The p value is 0.99 with significance level of 0.10, Therefore, we can reject the Ho hypthosis.
(b) Calculate a 90% confidence interval for the average IQ of mothers of gifted children.
Answer:

se <- 6.5 / sqrt(36)
lower <- 118.2 - 1.65 * se
lower
## [1] 116.4125
upper <- 118.2 + 1.65 * se
upper
## [1] 119.9875

90% confidence interval for the average IQ of mothers of gifted children is 116.41 to 119.99

  1. Do your results from the hypothesis test and the confidence interval agree? Explain.
    Answer: 90% confidence interval for the average IQ of mothers of gifted children is 116.41 to 119.99. 100 is far from the confidence interval. Therefore, we can reject Ho hypothesis.

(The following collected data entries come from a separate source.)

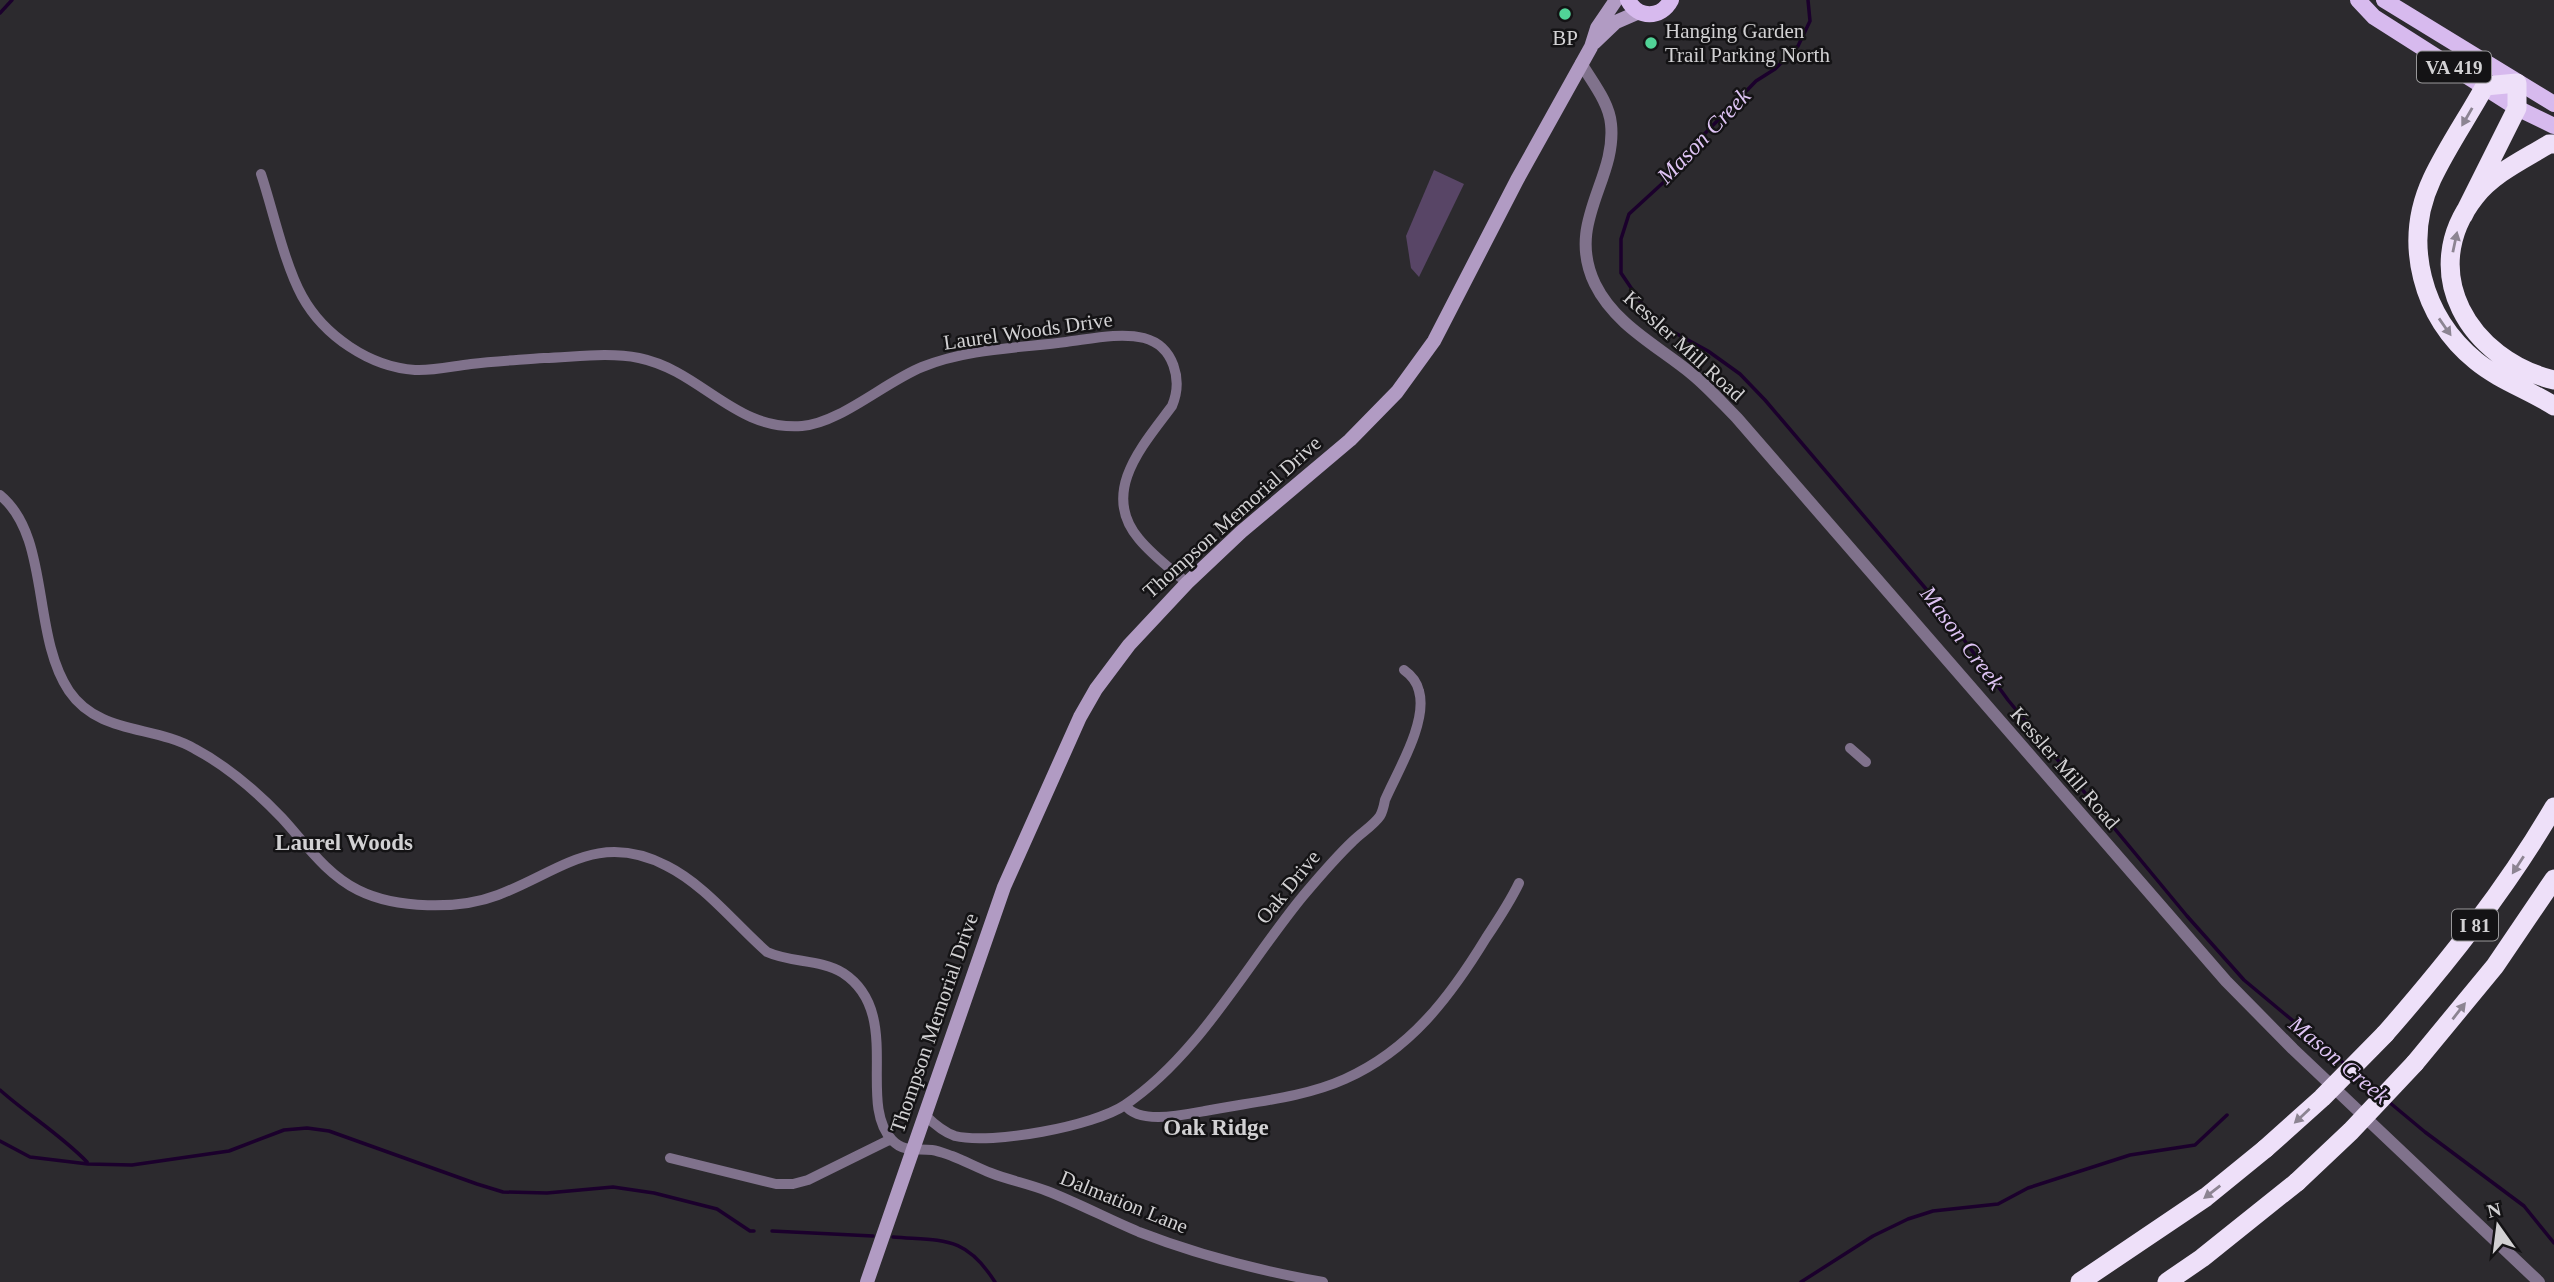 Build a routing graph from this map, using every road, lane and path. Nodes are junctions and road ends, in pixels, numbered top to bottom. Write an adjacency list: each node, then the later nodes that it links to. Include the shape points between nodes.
1 (1616, 0): 7 (main road, Thompson Memorial Drive, via 1597,28)
2 (1628, 0): 6 (main road)
3 (1671, 0): 6 (main road, via 1657,13)
4 (2358, 0): 10 (main road, VA 419, via 2374,17)
5 (2384, 0): 9 (main road, VA 419)
6 (1640, 12): 7 (main road, Thompson Memorial Drive, via 1616,22)
7 (1591, 47): 8 (main road, Thompson Memorial Drive)
8 (1581, 62): 20 (main road, Thompson Memorial Drive, via 1417,367 1376,416); 36 (street, Kessler Mill Road, via 1611,123 1610,149 1590,209 1586,242 1590,273 1605,300 1627,325 1691,373 1737,418 2226,981)
9 (2517, 83): 10 (highway); 11 (main road, VA 419); 12 (highway)
10 (2485, 86): 12 (main road, VA 419); 18 (highway, one-way to 18, via 2423,203 2418,238 2422,280 2437,317 2461,349 2490,371)
11 (2554, 104)
12 (2517, 108): 13 (main road, VA 419); 16 (highway)
13 (2554, 126)
14 (2554, 144): 16 (highway, via 2495,177)
15 (261, 174): 20 (street, Laurel Woods Drive, via 296,284 312,311 351,348 404,368 627,356 684,374 746,416 779,426 803,426 828,419 905,374 951,358 1086,340 1132,337 1153,342 1174,366 1176,397 1132,462 1124,505 1139,539)
16 (2463, 216): 17 (highway, one-way to 16, via 2504,360 2480,340 2463,315 2451,262)
17 (2554, 380)
18 (2554, 406)
19 (0, 495): 29 (street, via 26,533 48,642 60,675 82,707 112,724 166,736 198,750 256,792 336,876 374,897 431,905 485,899 566,862 610,852 633,853 666,865 767,952 835,969 862,991 874,1021 880,1106)
20 (1187, 583): 28 (main road, Thompson Memorial Drive, via 1114,663 1080,717 1004,887)
21 (1404, 670): 27 (street, Oak Drive, via 1419,690 1419,714 1380,816 1307,891 1195,1038)
22 (1850, 748): 23 (street)
23 (1866, 762)
24 (2554, 807): 34 (highway, I 81, one-way to 34, bridge, via 2469,934 2385,1034 2322,1098 2196,1205)
25 (2554, 878): 35 (highway, I 81, one-way to 25, bridge, via 2297,1182 2351,1131 2415,1063 2494,965)
26 (1519, 883): 27 (street, via 1437,1010 1390,1054 1344,1080 1189,1114 1142,1117)
27 (1125, 1105): 28 (street, Oak Drive, via 1101,1118 987,1138 955,1136)
28 (925, 1115): 30 (main road, Thompson Memorial Drive)
29 (891, 1139): 30 (street, Dalmation Lane); 31 (street, via 793,1184 776,1184)
30 (913, 1150): 32 (main road, Thompson Memorial Drive); 33 (street, Dalmation Lane, via 953,1156 1184,1247)
31 (670, 1158)
32 (867, 1282)
33 (1323, 1282)
34 (2080, 1282)
35 (2167, 1282)
36 (2539, 1282)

CLT. Define the term “sampling distribution” of the mean, and describe how the shape, center, and spread of the sampling distribution of the mean change as sample size increases.
Answer: Sampling distribution of the mean can be defined as probability distribution of means for ALL possible random samples OF A GIVEN SIZE from some population. For example, Take a sample of 10 random students from a population of 100 of SAT math scores. You might get a mean of 502 for that sample. Then, you do it again with a new sample of 10 students. You might get a mean of 480 this time. Then, you do it again. And again. And again…… and get the following means for each of those three new samples of 10 people: 550, 517, 472 and so on.

sampling distribution shape will become more symmetric , center would become about the same and spread would become smaller as sample size increases.

CFLBs. A manufacturer of compact fluorescent light bulbs advertises that the distribution of the lifespans of these light bulbs is nearly normal with a mean of 9,000 hours and a standard deviation of 1,000 hours.

  1. What is the probability that a randomly chosen light bulb lasts more than 10,500 hours?
    Answer:
1 - pnorm(10500, 9000, 1000)
## [1] 0.0668072

The probability that a randomly chosen light bulb lasts more than 10,500 hours is 0.0668072
(b) Describe the distribution of the mean lifespan of 15 light bulbs.
Answer: The lifespan of the lightbulbs are nearly normally distributed. The sample size 15. mean is 9000.

se_bulbs <- 1000/sqrt(15)
se_bulbs
## [1] 258.1989
  1. What is the probability that the mean lifespan of 15 randomly chosen light bulbs is more than 10,500 hours?
    Answer:
z <- (10500 - 9000) / se_bulbs
pnorm(-abs(z))
## [1] 3.133452e-09

We can see that the probability of the sample mean of 15 light bulbs being more than 10,500 is almost zero.
(d) Sketch the two distributions (population and sampling) on the same scale.
Answer:

sd <- 1000
mean <- 9000
se <- 1000/sqrt(15)

normsample <- seq(mean - (4 * sd), mean + (4 * sd), length=15)
randomsample<- seq(mean - (4 * se), mean + (4 * se), length=15)
hnorm <- dnorm(normsample,mean,sd)
hrandom<- dnorm(randomsample,mean,se)

plot(normsample, hnorm, type="l",col="blue",
xlab="",ylab="",main="Distribution of Population vs Sampling", ylim=c(0,0.002))
lines(randomsample, hrandom, col="red")

(e) Could you estimate the probabilities from parts (a) and (c) if the lifespans of light bulbs had a skewed distribution?
Answer: It is likely not possible to get the estimates if the distribution is not somewhat normal, (or presumed normal). The calculation relies on conditions being met, one is that the distribution is not strongly skewed; if it is, then the sample should be sufficiently large.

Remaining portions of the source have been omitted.